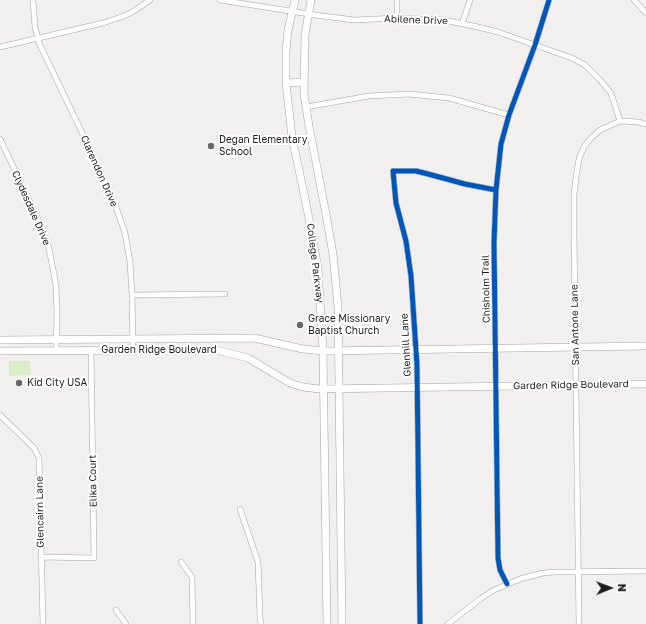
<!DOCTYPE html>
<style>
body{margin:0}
#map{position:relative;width:646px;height:624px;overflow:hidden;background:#f2f0ee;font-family:"Golos Text",sans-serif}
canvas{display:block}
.north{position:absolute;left:590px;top:568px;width:40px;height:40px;-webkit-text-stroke:3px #fff;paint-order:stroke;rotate:89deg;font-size:11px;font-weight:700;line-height:16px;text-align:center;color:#201f1e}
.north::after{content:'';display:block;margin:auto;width:14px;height:18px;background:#201f1e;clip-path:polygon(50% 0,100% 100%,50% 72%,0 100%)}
</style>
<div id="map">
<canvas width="646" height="624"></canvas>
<div class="north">N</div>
</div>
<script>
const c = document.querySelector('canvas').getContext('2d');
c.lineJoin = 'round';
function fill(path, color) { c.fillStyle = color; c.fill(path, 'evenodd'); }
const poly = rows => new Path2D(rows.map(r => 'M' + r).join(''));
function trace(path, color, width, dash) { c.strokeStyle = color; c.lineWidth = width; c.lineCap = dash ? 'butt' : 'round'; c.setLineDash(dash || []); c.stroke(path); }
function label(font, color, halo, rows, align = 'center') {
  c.font = font + ' "Golos Text",sans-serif'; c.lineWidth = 4; c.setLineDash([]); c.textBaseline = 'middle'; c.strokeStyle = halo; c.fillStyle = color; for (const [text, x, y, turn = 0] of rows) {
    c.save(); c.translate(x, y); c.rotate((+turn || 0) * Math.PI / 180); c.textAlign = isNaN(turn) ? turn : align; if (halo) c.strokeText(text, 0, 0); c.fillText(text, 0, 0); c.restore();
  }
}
fill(poly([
 [9,361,30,361,30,375,9,376]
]), '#d9edc8');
const street = poly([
 [33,0,35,27,39,43,98,166,116,207,125,233,130,262,132,295,133,350],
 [220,0,322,16,355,20,397,18,444,20,478,27,498,32,572,58,585,65,600,80,611,93,620,121],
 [634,0,646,13],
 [397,18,397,0],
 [462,24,470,0],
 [0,47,103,23,124,16,134,11,150,0],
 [306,107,369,96,409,94,449,98,509,115],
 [0,139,42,227,49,249,54,274,56,287,57,315,56,351],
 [132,295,225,294],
 [0,415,34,448,39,458,43,624],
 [240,509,258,562,260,616,261,624],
 [41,557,94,558,91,350],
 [181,562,192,577,193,624],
 [507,584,500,570,498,558,494,243,496,190,501,144,509,115,535,45,549,0],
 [116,610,126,624],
 [420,624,417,365,411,276,406,241,396,203,393,171,416,171,428,174,465,184,496,190],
 [448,624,480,599,494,590,520,579,543,573,555,572,646,571],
 [579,624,574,232,574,195,576,177,579,159,584,147,591,138,600,130,620,121,638,122,646,124]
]);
const secondary = poly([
 [295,0,288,30,286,51,286,83,292,137,307,208,318,268,323,351,327,624],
 [311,0,305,35,304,94,309,126,325,209,333,254,338,307,342,624],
 [286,83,304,82],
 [0,340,254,338,303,349,323,351,646,346],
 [0,351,217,350,248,358,290,383,303,387,319,389,646,384]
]);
trace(street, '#a6a4a3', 6);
trace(secondary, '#a6a4a3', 8);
trace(street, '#fdfdfc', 5);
trace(secondary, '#fdfdfc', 7);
trace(poly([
 [507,584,500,570,498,558,494,243,496,190,501,144,509,115,535,45,549,0],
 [420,624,417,365,411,276,406,241,396,203,393,171,416,171,428,174,465,184,496,190]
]), '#0057b8', 5);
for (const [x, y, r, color] of [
 [211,146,4,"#6a6867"],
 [300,325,4,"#6a6867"],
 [19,383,4,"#6a6867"]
]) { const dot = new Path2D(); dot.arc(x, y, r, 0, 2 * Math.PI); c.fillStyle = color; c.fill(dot); trace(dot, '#fff', 1.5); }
label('10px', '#201f1e', '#fff', [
 ["Abilene Drive",416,20,2],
 ["Clarendon Drive",99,171,66],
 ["Clydesdale Drive",31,208,66],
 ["College Parkway",315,263,83],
 ["Chisholm Trail",486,289,-91],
 ["San Antone Lane",575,325,-91],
 ["Glenhill Lane",406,345,-93],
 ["Garden Ridge Boulevard",159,350],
 ["Garden Ridge Boulevard",571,385,-1],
 ["Elika Court",93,481,-91],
 ["Glencairn Lane",40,512,-91]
]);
label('10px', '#201f1e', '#fff', [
 ["Degan Elementary",219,140],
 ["School",219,152],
 ["Grace Missionary",308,319],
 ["Baptist Church",308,331],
 ["Kid City USA",27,383]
], 'left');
</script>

====

(Requirement) Give again, word for word, every line of the listing above from the one with "function label(font, color, halo, rows, align" to the one with "c.font = font", both inclusive, and nothing beyond them.

(Result)
function label(font, color, halo, rows, align = 'center') {
  c.font = font + ' "Golos Text",sans-serif'; c.lineWidth = 4; c.setLineDash([]); c.textBaseline = 'middle'; c.strokeStyle = halo; c.fillStyle = color; for (const [text, x, y, turn = 0] of rows) {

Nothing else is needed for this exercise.